A new position paper from the Canadian Council of Insurance Regulators (CCIR) aims to encourage the harmonization of reporting frameworks across the country for information security and cyber incidents. The paper makes 11 recommendations for the council’s members to consider should they implement or update their incident reporting regimes in their respective jurisdictions.
“Prompt reporting is essential for the orderly management of information security incidents,” says CCIR chair and superintendent, financial institutions with the Autorité des marchés financiers, Patrick Déry. “CCIR members recognize that differences in reporting requirements can create challenges for both the industry and authorities.”
The paper says one of the main goals of the CCIR is to facilitate the harmonization of insurance regulation across Canada to benefit both consumers and the insurance industry. To that end, the CCIR’s fintech working group undertook a review of the Canadian landscape to identify and better understand the current incident reporting frameworks in use across Canadian jurisdictions today.
“The recommendations aim to promote convergence among incident reporting frameworks, while recognizing that a one-size-fits-all approach is not feasible or preferable. Provincial authorities may choose to adopt relevant recommendations where applicable,” they write.
Fragmentation exists across jurisdictions
The researchers add that fragmentation exists across jurisdictions with respect to the scope of what should be reported, methodologies for measuring the severity and impact of an incident, timeframes for reporting and how incident information is used.
Recommendations for insurance regulators include having clearly defined objectives for incident reporting and regular engagement with insurers themselves to raise awareness of the value, the importance and the statutory obligation they have to report incidents.
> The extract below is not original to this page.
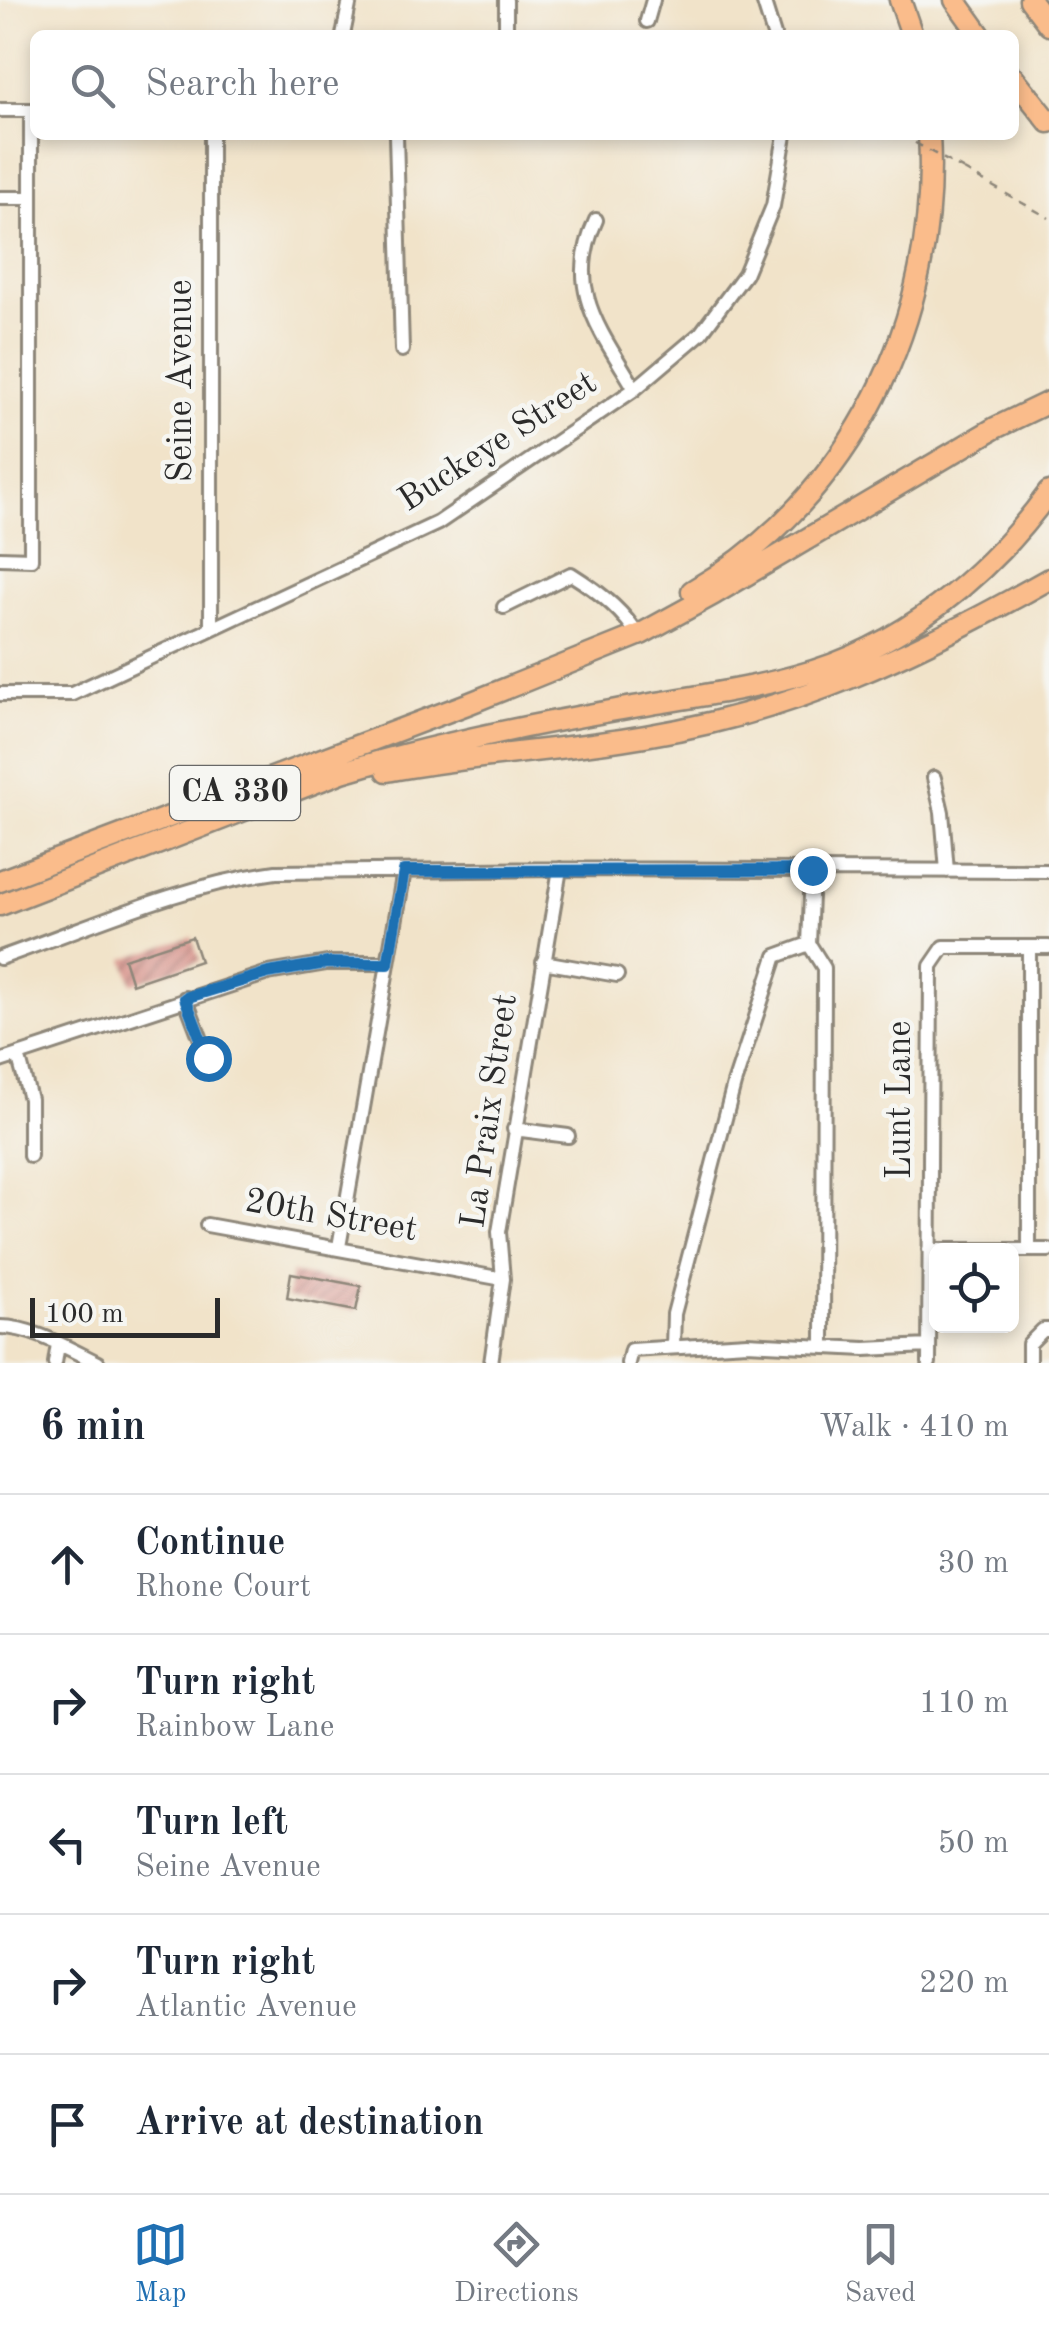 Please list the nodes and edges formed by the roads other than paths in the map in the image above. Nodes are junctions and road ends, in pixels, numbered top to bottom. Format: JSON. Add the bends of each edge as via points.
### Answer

They also encourage regulators to understand possible challenges faced by insurers and identify approaches to overcome them when warranted. “Continuous engagement (workshops, seminars, dialogues) between financial authorities and insurers may help to develop common understanding with regards to the incident reporting framework, including its criteria and objectives,” they suggest.
They also suggest regulators make use of work already completed by standards-setting organizations to develop definitions. “In particular, a clear definition of the word ‘incident’ is needed,” they write. “Each financial authority should establish a clear definition of what is considered an incident for reporting purposes, based on definitions developed by standard-setters.”
Handling of sensitive information
The paper goes on to recommend a single set of data fields that could satisfy the reporting needs of multiple authority stakeholders but warns that complete coverage of all data fields to create a superset of all existing reporting requirements would not be practical or necessary to achieve key benefits. It also contemplates reporting triggers, reporting windows, phased and incremental reporting requirements and discusses the uses and handling of sensitive information across jurisdictions.
Industry stakeholders consulted for the project include the Insurance Bureau of Canada (IBC) and the Canadian Life and Health Insurance Association (CLHIA).
“IBC members expressed concerns with the operational burden when dealing with multiple regulators, each with different standards, information requirements, modes of notification and different reporting portals,” they write. The CLHIA’s members, meanwhile, “confirmed that separate and inconsistent reporting expectations do add a considerable burden. They have heard from their members that information security teams now spend more time on reporting than responding to incidents.”